In our days the eggs and young are said to make good eating, but the birds are kept usually for their beauty alone, though their splendid tails are used at times as an ornament.
THE DOVE-LIKE PIGEON
Is there not something very soft and tender in the word dove and in the loving ways of this fine bird? When we speak of the Turtle-dove there rises in our mind an image of tenderness and love which never comes to us when the Pigeon is named. Yet these two are the same. Pigeon and dove are two names for one family of birds.
Long ago the species known as the rock-pigeon was tamed, and this is the one that lives with us in such numbers as one of our chief home birds. The place we keep him in is often called the dove-cot, and in this way the two names are still kept together. The wild rock-pigeon, the ancestor of our tame pigeon, is also known as the ring-dove, so that the term dove-cot fits very well.

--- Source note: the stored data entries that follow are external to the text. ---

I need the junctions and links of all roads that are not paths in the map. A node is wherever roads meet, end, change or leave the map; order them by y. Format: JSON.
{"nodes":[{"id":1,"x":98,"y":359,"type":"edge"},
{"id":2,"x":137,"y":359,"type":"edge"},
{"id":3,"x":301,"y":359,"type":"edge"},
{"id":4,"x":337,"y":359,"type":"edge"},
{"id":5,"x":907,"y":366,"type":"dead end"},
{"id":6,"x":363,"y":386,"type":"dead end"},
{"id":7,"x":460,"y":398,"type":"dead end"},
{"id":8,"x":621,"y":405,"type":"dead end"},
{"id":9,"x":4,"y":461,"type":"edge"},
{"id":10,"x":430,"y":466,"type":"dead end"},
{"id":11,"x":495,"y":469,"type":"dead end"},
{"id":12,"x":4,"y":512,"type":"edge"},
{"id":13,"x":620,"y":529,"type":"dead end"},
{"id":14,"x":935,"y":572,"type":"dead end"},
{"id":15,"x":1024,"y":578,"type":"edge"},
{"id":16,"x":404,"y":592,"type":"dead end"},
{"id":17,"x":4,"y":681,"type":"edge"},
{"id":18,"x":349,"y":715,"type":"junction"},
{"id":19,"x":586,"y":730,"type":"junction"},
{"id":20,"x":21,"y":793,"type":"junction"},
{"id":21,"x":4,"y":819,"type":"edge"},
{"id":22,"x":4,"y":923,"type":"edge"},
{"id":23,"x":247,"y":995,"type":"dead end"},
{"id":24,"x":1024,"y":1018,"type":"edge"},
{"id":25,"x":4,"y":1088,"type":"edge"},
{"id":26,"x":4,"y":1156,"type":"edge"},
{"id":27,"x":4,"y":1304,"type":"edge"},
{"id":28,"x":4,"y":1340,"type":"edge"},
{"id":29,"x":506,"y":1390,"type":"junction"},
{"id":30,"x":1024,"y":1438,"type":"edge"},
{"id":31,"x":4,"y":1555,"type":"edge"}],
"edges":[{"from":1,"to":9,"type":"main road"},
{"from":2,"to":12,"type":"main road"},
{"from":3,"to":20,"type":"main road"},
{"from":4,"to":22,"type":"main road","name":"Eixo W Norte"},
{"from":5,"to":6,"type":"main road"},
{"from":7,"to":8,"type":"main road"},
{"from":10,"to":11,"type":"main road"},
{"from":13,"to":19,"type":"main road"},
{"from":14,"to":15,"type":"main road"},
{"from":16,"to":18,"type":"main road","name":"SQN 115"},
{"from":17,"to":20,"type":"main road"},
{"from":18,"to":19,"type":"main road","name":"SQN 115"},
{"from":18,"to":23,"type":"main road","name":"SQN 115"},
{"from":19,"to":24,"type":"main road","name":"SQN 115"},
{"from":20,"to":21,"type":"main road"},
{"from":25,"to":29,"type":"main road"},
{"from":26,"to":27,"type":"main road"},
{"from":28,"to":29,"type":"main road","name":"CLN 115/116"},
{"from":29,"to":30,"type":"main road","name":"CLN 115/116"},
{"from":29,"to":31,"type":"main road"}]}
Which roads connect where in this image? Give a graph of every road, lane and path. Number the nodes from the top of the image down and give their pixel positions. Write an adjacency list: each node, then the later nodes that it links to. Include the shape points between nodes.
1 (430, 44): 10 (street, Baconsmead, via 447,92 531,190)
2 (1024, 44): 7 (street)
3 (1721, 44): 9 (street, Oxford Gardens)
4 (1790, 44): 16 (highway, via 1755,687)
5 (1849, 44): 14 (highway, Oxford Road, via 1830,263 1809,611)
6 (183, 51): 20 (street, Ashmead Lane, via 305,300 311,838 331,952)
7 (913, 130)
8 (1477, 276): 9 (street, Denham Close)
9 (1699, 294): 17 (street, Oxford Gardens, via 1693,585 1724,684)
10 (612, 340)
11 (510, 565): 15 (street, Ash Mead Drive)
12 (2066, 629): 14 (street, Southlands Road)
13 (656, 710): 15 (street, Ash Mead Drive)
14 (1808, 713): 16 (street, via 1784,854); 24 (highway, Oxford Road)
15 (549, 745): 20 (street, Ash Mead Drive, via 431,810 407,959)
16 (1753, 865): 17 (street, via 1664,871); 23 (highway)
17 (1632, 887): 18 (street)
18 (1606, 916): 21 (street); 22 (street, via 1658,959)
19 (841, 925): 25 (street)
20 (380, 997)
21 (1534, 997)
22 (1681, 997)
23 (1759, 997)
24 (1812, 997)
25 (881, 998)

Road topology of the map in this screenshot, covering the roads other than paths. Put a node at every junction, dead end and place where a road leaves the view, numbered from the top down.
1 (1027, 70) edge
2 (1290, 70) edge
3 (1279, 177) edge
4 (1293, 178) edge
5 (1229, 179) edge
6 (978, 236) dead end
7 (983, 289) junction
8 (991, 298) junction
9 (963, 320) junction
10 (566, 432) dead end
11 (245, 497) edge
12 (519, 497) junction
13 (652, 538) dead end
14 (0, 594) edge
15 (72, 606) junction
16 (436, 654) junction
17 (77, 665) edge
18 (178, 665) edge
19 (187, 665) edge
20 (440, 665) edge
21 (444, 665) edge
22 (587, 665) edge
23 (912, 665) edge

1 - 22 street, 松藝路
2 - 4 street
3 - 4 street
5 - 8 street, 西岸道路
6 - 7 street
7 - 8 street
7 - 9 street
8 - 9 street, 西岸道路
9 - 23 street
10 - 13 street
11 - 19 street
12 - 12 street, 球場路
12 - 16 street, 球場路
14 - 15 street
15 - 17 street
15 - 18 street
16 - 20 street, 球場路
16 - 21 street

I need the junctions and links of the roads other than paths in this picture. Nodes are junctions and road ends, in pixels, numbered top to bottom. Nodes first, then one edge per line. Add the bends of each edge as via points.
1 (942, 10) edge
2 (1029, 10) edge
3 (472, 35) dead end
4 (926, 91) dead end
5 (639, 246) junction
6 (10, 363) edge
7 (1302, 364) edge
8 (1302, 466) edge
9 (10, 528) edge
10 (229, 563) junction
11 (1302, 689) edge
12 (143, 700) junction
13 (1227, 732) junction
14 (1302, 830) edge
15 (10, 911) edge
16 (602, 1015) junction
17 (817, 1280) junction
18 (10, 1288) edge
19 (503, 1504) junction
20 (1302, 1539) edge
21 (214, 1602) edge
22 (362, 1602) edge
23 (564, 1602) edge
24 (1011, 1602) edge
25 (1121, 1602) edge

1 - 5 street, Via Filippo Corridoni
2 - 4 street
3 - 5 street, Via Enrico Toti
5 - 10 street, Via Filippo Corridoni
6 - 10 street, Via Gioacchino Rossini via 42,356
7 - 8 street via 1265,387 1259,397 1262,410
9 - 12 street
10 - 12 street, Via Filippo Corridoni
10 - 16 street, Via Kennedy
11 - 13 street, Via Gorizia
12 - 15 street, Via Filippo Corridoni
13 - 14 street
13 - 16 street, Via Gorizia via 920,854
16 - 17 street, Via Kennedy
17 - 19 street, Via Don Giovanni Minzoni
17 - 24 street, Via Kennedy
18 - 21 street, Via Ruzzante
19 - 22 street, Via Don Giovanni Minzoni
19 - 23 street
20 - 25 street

The pigeon is our one bird of the air. The other tenants of the poultry yard have long given up the art of flying, except for a very short distance, but the pigeon is a great flyer still and spends much of its time on the wing. It is indeed one of the fastest of flyers and thinks little of a journey of a hundred miles through the air. But it never forgets its home and if taken away will wing its way straight back again.
The pigeon has been a companion of man for ages past. It is spoken of in the annals of Egypt at a date five thousand years ago and has been at home in city and village ever since. With its wonderful power of flight it seems strange that it does not leave us never to return, but as it has nothing to escape from and much to come back to, the pigeon can be trusted with the fullest liberty.
It is, in truth, a trusty bird, gentle and lively in nature, fond of society and faithful to its own. It loves its home, and tenderly caresses its mate, with a graceful show of affection. Under its name of the dove it has long been held as the emblem of peace and innocence, and the phrase "billing and cooing," so often applied to lovers, is taken from its love-making methods.
In the old countries of Asia the pigeon was held to be a sacred bird. In Greece it was the bird of Venus and was kept in great flocks around the temples of this goddess. From Greece it spread to Rome and thence to all Europe, and in time became the Christian symbol of immortal life, the white dove being looked upon as the bearer of souls to heaven. This idea still survives and less than two weeks ago I saw a beautiful white pigeon set free over a grave and fly upward as one on a heavenly errand.